··· Provided data

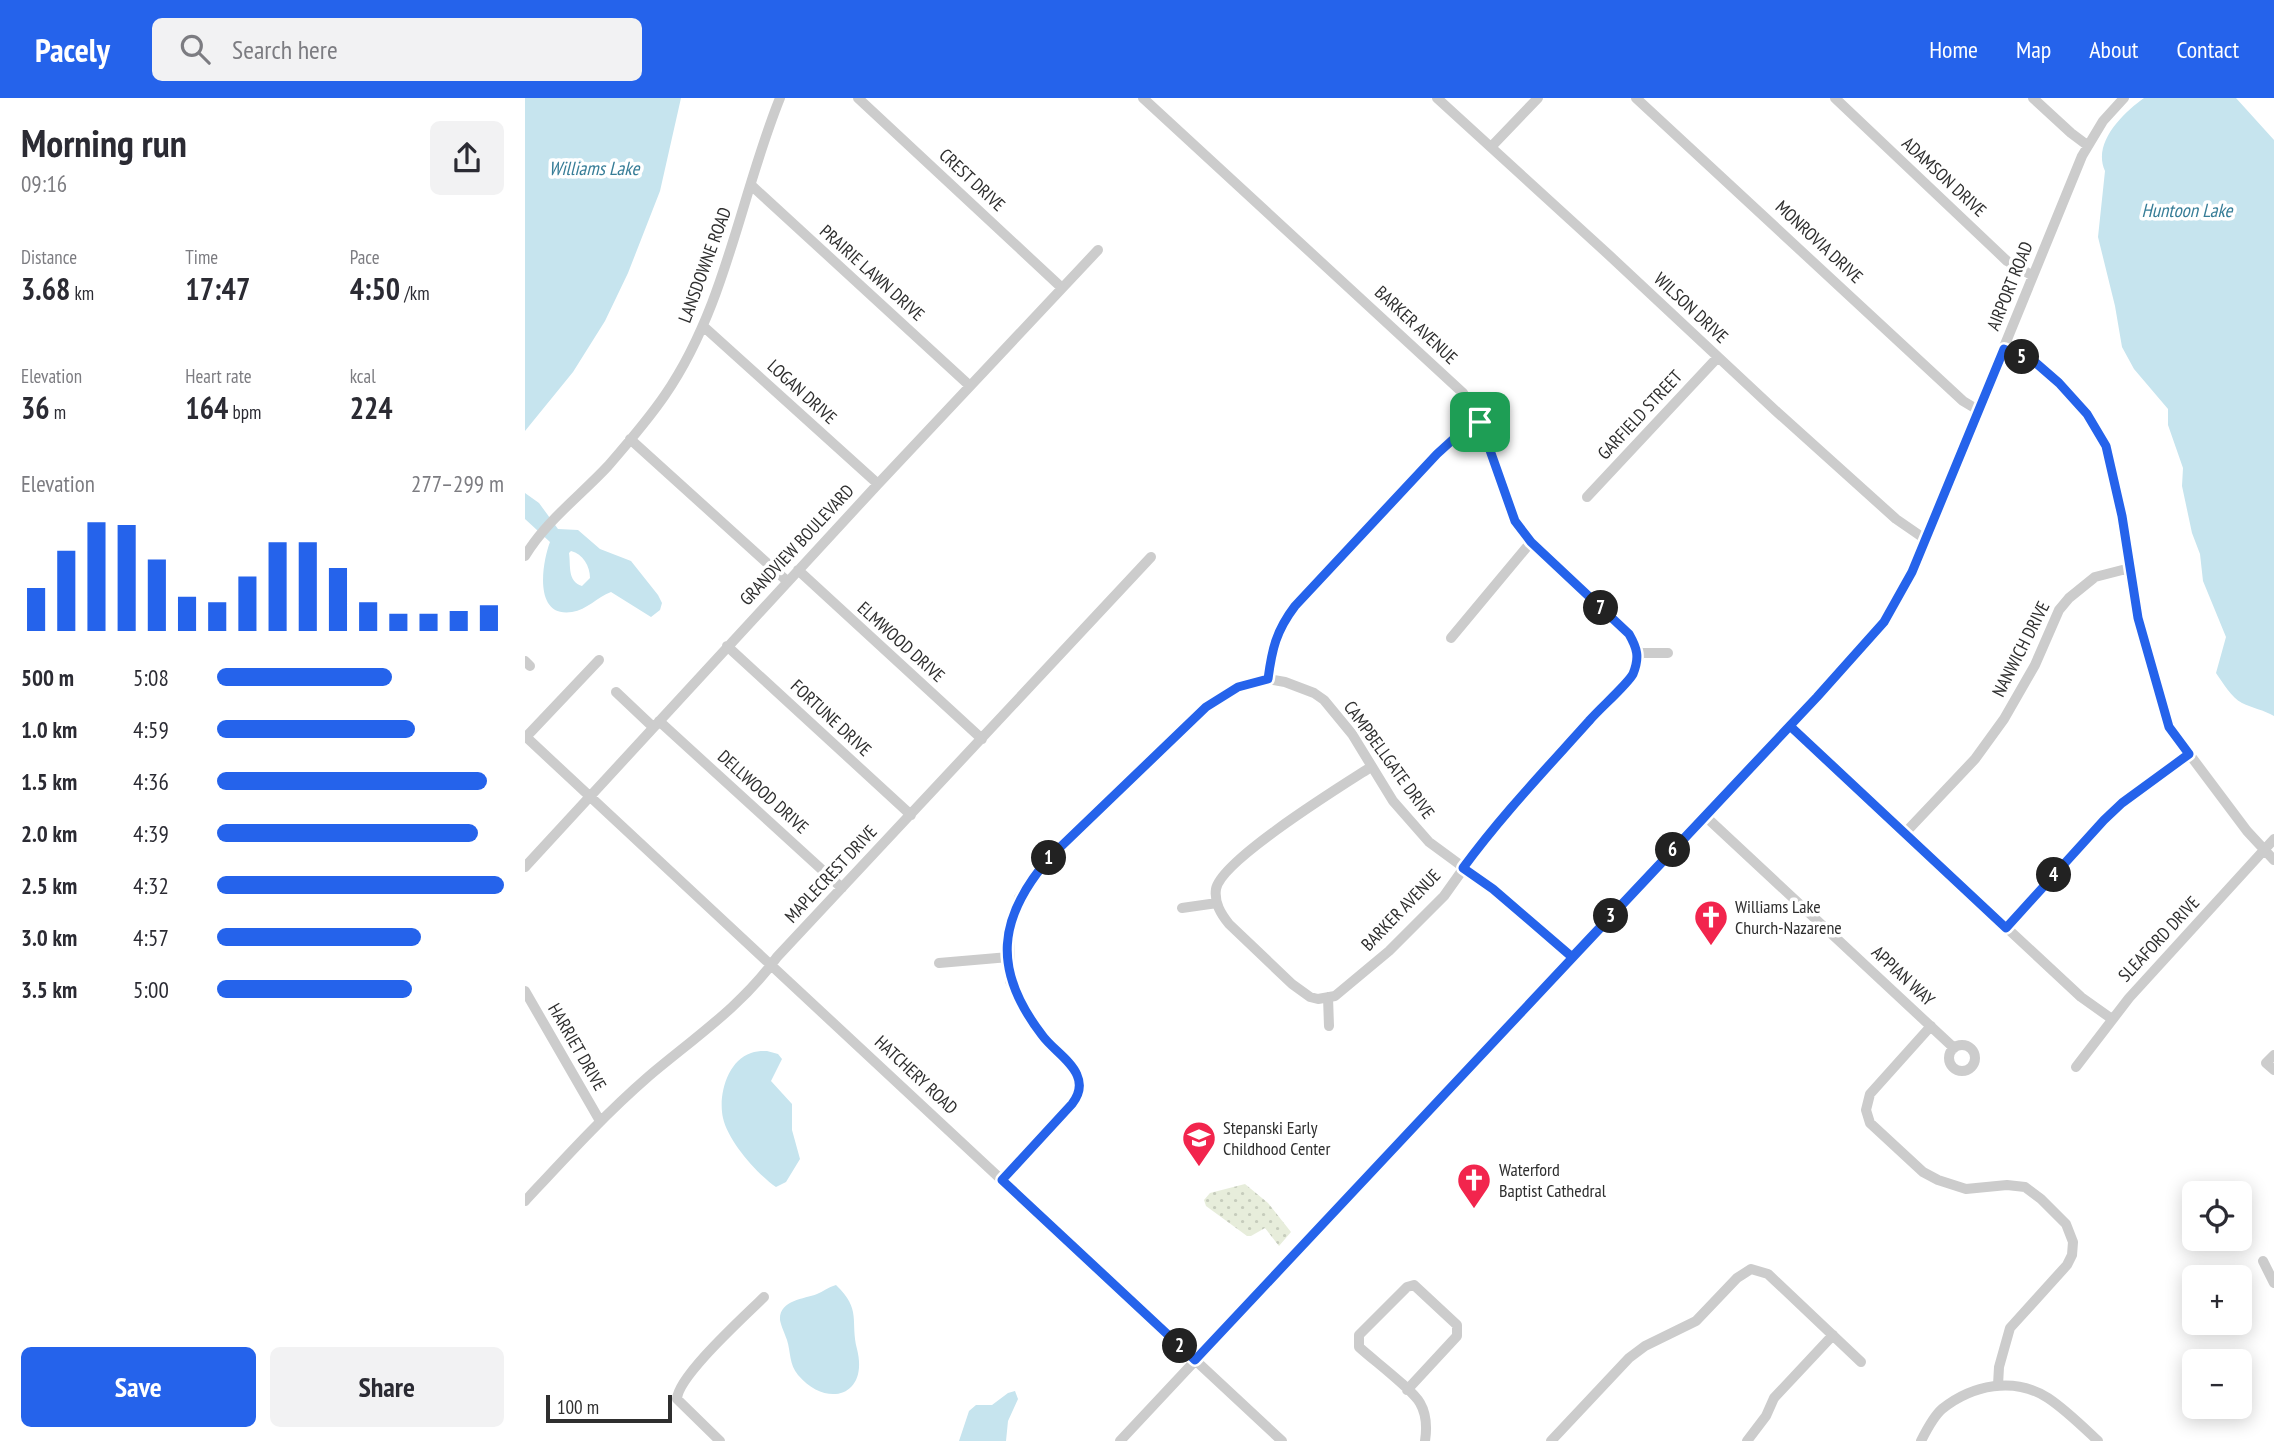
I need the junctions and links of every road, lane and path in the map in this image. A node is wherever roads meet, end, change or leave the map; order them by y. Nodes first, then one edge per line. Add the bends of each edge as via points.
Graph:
1 (780, 98) edge
2 (857, 98) edge
3 (1143, 98) edge
4 (1437, 98) edge
5 (1538, 98) edge
6 (1636, 98) edge
7 (1835, 98) edge
8 (2033, 98) edge
9 (2124, 98) edge
10 (2087, 145) junction
11 (1491, 148) junction
12 (751, 186) junction
13 (1098, 250) dead end
14 (2033, 276) junction
15 (1062, 288) junction
16 (703, 326) junction
17 (2004, 349) junction
18 (1718, 357) junction
19 (970, 386) junction
20 (1978, 410) junction
21 (1480, 422) junction
22 (630, 439) junction
23 (878, 484) junction
24 (1587, 497) dead end
25 (1925, 539) junction
26 (1531, 542) junction
27 (525, 556) edge
28 (1151, 556) dead end
29 (2130, 568) junction
30 (798, 570) junction
31 (787, 581) junction
32 (1451, 638) dead end
33 (727, 646) junction
34 (1638, 653) junction
35 (1668, 653) dead end
36 (599, 660) dead end
37 (1268, 679) junction
38 (616, 692) dead end
39 (656, 724) junction
40 (1790, 726) junction
41 (526, 737) edge
42 (982, 738) junction
43 (2189, 754) junction
44 (1371, 767) junction
45 (589, 796) junction
46 (911, 815) junction
47 (1705, 816) junction
48 (1905, 833) junction
49 (2274, 839) edge
50 (2264, 850) junction
51 (2274, 860) edge
52 (525, 867) edge
53 (1463, 868) junction
54 (842, 888) junction
55 (1217, 903) junction
56 (1182, 908) dead end
57 (2006, 928) junction
58 (1009, 957) junction
59 (1572, 957) junction
60 (939, 963) dead end
61 (771, 965) junction
62 (525, 991) edge
63 (1328, 997) junction
64 (2112, 1020) junction
65 (1329, 1026) dead end
66 (1931, 1026) junction
67 (1954, 1048) dead end
68 (2076, 1067) dead end
69 (600, 1121) junction
70 (1002, 1180) junction
71 (525, 1201) edge
72 (2263, 1261) dead end
73 (2274, 1283) edge
74 (764, 1297) dead end
75 (1833, 1335) junction
76 (1195, 1360) junction
77 (1861, 1362) dead end
78 (1998, 1385) junction
79 (1406, 1390) junction
80 (1556, 1439) edge
81 (720, 1441) edge
82 (1120, 1441) edge
83 (1282, 1441) edge
84 (1425, 1441) edge
85 (1747, 1441) edge
86 (1921, 1441) edge
87 (2098, 1441) edge

1 - 12 street, LANSDOWNE ROAD
2 - 15 street, CREST DRIVE
3 - 21 street, BARKER AVENUE via 1463,393
4 - 11 street, WILSON DRIVE
5 - 11 street
6 - 20 street, MONROVIA DRIVE
7 - 14 street, ADAMSON DRIVE via 2007,261
8 - 10 street
9 - 10 street, AIRPORT ROAD
10 - 14 street, AIRPORT ROAD
11 - 18 street, WILSON DRIVE
12 - 16 street, LANSDOWNE ROAD
12 - 19 street, PRAIRIE LAWN DRIVE
13 - 15 street, GRANDVIEW BOULEVARD
14 - 17 street, AIRPORT ROAD
15 - 19 street, GRANDVIEW BOULEVARD
16 - 22 street, LANSDOWNE ROAD via 664,396
16 - 23 street, LOGAN DRIVE
17 - 20 street, AIRPORT ROAD
17 - 29 street via 2050,374 2099,432 2115,481
18 - 24 street, GARFIELD STREET
18 - 25 street, WILSON DRIVE via 1896,519
19 - 23 street, GRANDVIEW BOULEVARD
20 - 25 street, AIRPORT ROAD
21 - 26 street, BARKER AVENUE via 1515,521
21 - 37 street via 1437,454 1295,606 1273,647
22 - 27 street, LANSDOWNE ROAD
22 - 31 street
23 - 30 street, GRANDVIEW BOULEVARD
25 - 40 street, AIRPORT ROAD via 1884,622
26 - 32 street
26 - 34 street, BARKER AVENUE via 1629,634
28 - 42 street, MAPLECREST DRIVE
29 - 43 street via 2162,707 2169,727
29 - 48 street, NANWICH DRIVE via 2095,577 2069,598 2004,719 1975,759
30 - 31 street, GRANDVIEW BOULEVARD
30 - 42 street, ELMWOOD DRIVE
31 - 33 street, GRANDVIEW BOULEVARD
33 - 39 street, GRANDVIEW BOULEVARD
33 - 46 street, FORTUNE DRIVE
34 - 35 street
34 - 53 street, BARKER AVENUE via 1632,676 1542,772
36 - 41 street
37 - 44 street, CAMPBELLGATE DRIVE via 1286,682 1324,700
37 - 58 street via 1238,687 1206,707 1050,857 1019,898 1009,930
38 - 39 street, DELLWOOD DRIVE
39 - 45 street, GRANDVIEW BOULEVARD
39 - 54 street, DELLWOOD DRIVE
40 - 47 street, AIRPORT ROAD
40 - 48 street
41 - 45 street, HATCHERY ROAD
42 - 46 street, MAPLECREST DRIVE
43 - 50 street
43 - 57 street via 2104,820
44 - 53 street, CAMPBELLGATE DRIVE via 1409,821
44 - 55 street via 1284,824 1232,867 1221,877
45 - 52 street, GRANDVIEW BOULEVARD
45 - 61 street, HATCHERY ROAD
46 - 54 street, MAPLECREST DRIVE
47 - 59 street, AIRPORT ROAD
47 - 66 street, APPIAN WAY
48 - 57 street
49 - 50 street, SLEAFORD DRIVE
50 - 51 street
50 - 64 street, SLEAFORD DRIVE
53 - 59 street, CAMPBELLGATE DRIVE
53 - 63 street, BARKER AVENUE via 1444,896 1389,951
54 - 61 street, MAPLECREST DRIVE
55 - 56 street
55 - 63 street via 1229,924 1292,984 1310,997
57 - 64 street
58 - 60 street
58 - 70 street via 1010,981 1019,1001 1047,1042 1076,1072 1080,1084 1072,1104
59 - 76 street, AIRPORT ROAD
61 - 69 street, MAPLECREST DRIVE via 739,1003
61 - 70 street, HATCHERY ROAD
62 - 69 street, HARRIET DRIVE
63 - 65 street
64 - 68 street, SLEAFORD DRIVE
66 - 67 street, APPIAN WAY
66 - 78 street via 1870,1094 1866,1110 1870,1123 1923,1172 1938,1180 1966,1189 2025,1187 2066,1224 2073,1242 2067,1265 2010,1328
69 - 71 street, MAPLECREST DRIVE
70 - 76 street, HATCHERY ROAD
72 - 73 street
74 - 81 street via 677,1391 677,1399
75 - 77 street
75 - 80 street via 1768,1274 1751,1269 1696,1321 1629,1358
75 - 85 street via 1774,1398
76 - 82 street, AIRPORT ROAD
76 - 83 street, HATCHERY ROAD
78 - 86 street via 1973,1390 1940,1410
78 - 87 street via 2046,1397
79 - 79 street via 1359,1347 1359,1335 1414,1285 1457,1325 1457,1336
79 - 84 street via 1425,1414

······

Work instruction:
Exclude all images and return the listing word for word.

Your response:
I need the junctions and links of every road, lane and path in the map in this image. A node is wherever roads meet, end, change or leave the map; order them by y. Nodes first, then one edge per line. Add the bends of each edge as via points.
Graph:
1 (780, 98) edge
2 (857, 98) edge
3 (1143, 98) edge
4 (1437, 98) edge
5 (1538, 98) edge
6 (1636, 98) edge
7 (1835, 98) edge
8 (2033, 98) edge
9 (2124, 98) edge
10 (2087, 145) junction
11 (1491, 148) junction
12 (751, 186) junction
13 (1098, 250) dead end
14 (2033, 276) junction
15 (1062, 288) junction
16 (703, 326) junction
17 (2004, 349) junction
18 (1718, 357) junction
19 (970, 386) junction
20 (1978, 410) junction
21 (1480, 422) junction
22 (630, 439) junction
23 (878, 484) junction
24 (1587, 497) dead end
25 (1925, 539) junction
26 (1531, 542) junction
27 (525, 556) edge
28 (1151, 556) dead end
29 (2130, 568) junction
30 (798, 570) junction
31 (787, 581) junction
32 (1451, 638) dead end
33 (727, 646) junction
34 (1638, 653) junction
35 (1668, 653) dead end
36 (599, 660) dead end
37 (1268, 679) junction
38 (616, 692) dead end
39 (656, 724) junction
40 (1790, 726) junction
41 (526, 737) edge
42 (982, 738) junction
43 (2189, 754) junction
44 (1371, 767) junction
45 (589, 796) junction
46 (911, 815) junction
47 (1705, 816) junction
48 (1905, 833) junction
49 (2274, 839) edge
50 (2264, 850) junction
51 (2274, 860) edge
52 (525, 867) edge
53 (1463, 868) junction
54 (842, 888) junction
55 (1217, 903) junction
56 (1182, 908) dead end
57 (2006, 928) junction
58 (1009, 957) junction
59 (1572, 957) junction
60 (939, 963) dead end
61 (771, 965) junction
62 (525, 991) edge
63 (1328, 997) junction
64 (2112, 1020) junction
65 (1329, 1026) dead end
66 (1931, 1026) junction
67 (1954, 1048) dead end
68 (2076, 1067) dead end
69 (600, 1121) junction
70 (1002, 1180) junction
71 (525, 1201) edge
72 (2263, 1261) dead end
73 (2274, 1283) edge
74 (764, 1297) dead end
75 (1833, 1335) junction
76 (1195, 1360) junction
77 (1861, 1362) dead end
78 (1998, 1385) junction
79 (1406, 1390) junction
80 (1556, 1439) edge
81 (720, 1441) edge
82 (1120, 1441) edge
83 (1282, 1441) edge
84 (1425, 1441) edge
85 (1747, 1441) edge
86 (1921, 1441) edge
87 (2098, 1441) edge

1 - 12 street, LANSDOWNE ROAD
2 - 15 street, CREST DRIVE
3 - 21 street, BARKER AVENUE via 1463,393
4 - 11 street, WILSON DRIVE
5 - 11 street
6 - 20 street, MONROVIA DRIVE
7 - 14 street, ADAMSON DRIVE via 2007,261
8 - 10 street
9 - 10 street, AIRPORT ROAD
10 - 14 street, AIRPORT ROAD
11 - 18 street, WILSON DRIVE
12 - 16 street, LANSDOWNE ROAD
12 - 19 street, PRAIRIE LAWN DRIVE
13 - 15 street, GRANDVIEW BOULEVARD
14 - 17 street, AIRPORT ROAD
15 - 19 street, GRANDVIEW BOULEVARD
16 - 22 street, LANSDOWNE ROAD via 664,396
16 - 23 street, LOGAN DRIVE
17 - 20 street, AIRPORT ROAD
17 - 29 street via 2050,374 2099,432 2115,481
18 - 24 street, GARFIELD STREET
18 - 25 street, WILSON DRIVE via 1896,519
19 - 23 street, GRANDVIEW BOULEVARD
20 - 25 street, AIRPORT ROAD
21 - 26 street, BARKER AVENUE via 1515,521
21 - 37 street via 1437,454 1295,606 1273,647
22 - 27 street, LANSDOWNE ROAD
22 - 31 street
23 - 30 street, GRANDVIEW BOULEVARD
25 - 40 street, AIRPORT ROAD via 1884,622
26 - 32 street
26 - 34 street, BARKER AVENUE via 1629,634
28 - 42 street, MAPLECREST DRIVE
29 - 43 street via 2162,707 2169,727
29 - 48 street, NANWICH DRIVE via 2095,577 2069,598 2004,719 1975,759
30 - 31 street, GRANDVIEW BOULEVARD
30 - 42 street, ELMWOOD DRIVE
31 - 33 street, GRANDVIEW BOULEVARD
33 - 39 street, GRANDVIEW BOULEVARD
33 - 46 street, FORTUNE DRIVE
34 - 35 street
34 - 53 street, BARKER AVENUE via 1632,676 1542,772
36 - 41 street
37 - 44 street, CAMPBELLGATE DRIVE via 1286,682 1324,700
37 - 58 street via 1238,687 1206,707 1050,857 1019,898 1009,930
38 - 39 street, DELLWOOD DRIVE
39 - 45 street, GRANDVIEW BOULEVARD
39 - 54 street, DELLWOOD DRIVE
40 - 47 street, AIRPORT ROAD
40 - 48 street
41 - 45 street, HATCHERY ROAD
42 - 46 street, MAPLECREST DRIVE
43 - 50 street
43 - 57 street via 2104,820
44 - 53 street, CAMPBELLGATE DRIVE via 1409,821
44 - 55 street via 1284,824 1232,867 1221,877
45 - 52 street, GRANDVIEW BOULEVARD
45 - 61 street, HATCHERY ROAD
46 - 54 street, MAPLECREST DRIVE
47 - 59 street, AIRPORT ROAD
47 - 66 street, APPIAN WAY
48 - 57 street
49 - 50 street, SLEAFORD DRIVE
50 - 51 street
50 - 64 street, SLEAFORD DRIVE
53 - 59 street, CAMPBELLGATE DRIVE
53 - 63 street, BARKER AVENUE via 1444,896 1389,951
54 - 61 street, MAPLECREST DRIVE
55 - 56 street
55 - 63 street via 1229,924 1292,984 1310,997
57 - 64 street
58 - 60 street
58 - 70 street via 1010,981 1019,1001 1047,1042 1076,1072 1080,1084 1072,1104
59 - 76 street, AIRPORT ROAD
61 - 69 street, MAPLECREST DRIVE via 739,1003
61 - 70 street, HATCHERY ROAD
62 - 69 street, HARRIET DRIVE
63 - 65 street
64 - 68 street, SLEAFORD DRIVE
66 - 67 street, APPIAN WAY
66 - 78 street via 1870,1094 1866,1110 1870,1123 1923,1172 1938,1180 1966,1189 2025,1187 2066,1224 2073,1242 2067,1265 2010,1328
69 - 71 street, MAPLECREST DRIVE
70 - 76 street, HATCHERY ROAD
72 - 73 street
74 - 81 street via 677,1391 677,1399
75 - 77 street
75 - 80 street via 1768,1274 1751,1269 1696,1321 1629,1358
75 - 85 street via 1774,1398
76 - 82 street, AIRPORT ROAD
76 - 83 street, HATCHERY ROAD
78 - 86 street via 1973,1390 1940,1410
78 - 87 street via 2046,1397
79 - 79 street via 1359,1347 1359,1335 1414,1285 1457,1325 1457,1336
79 - 84 street via 1425,1414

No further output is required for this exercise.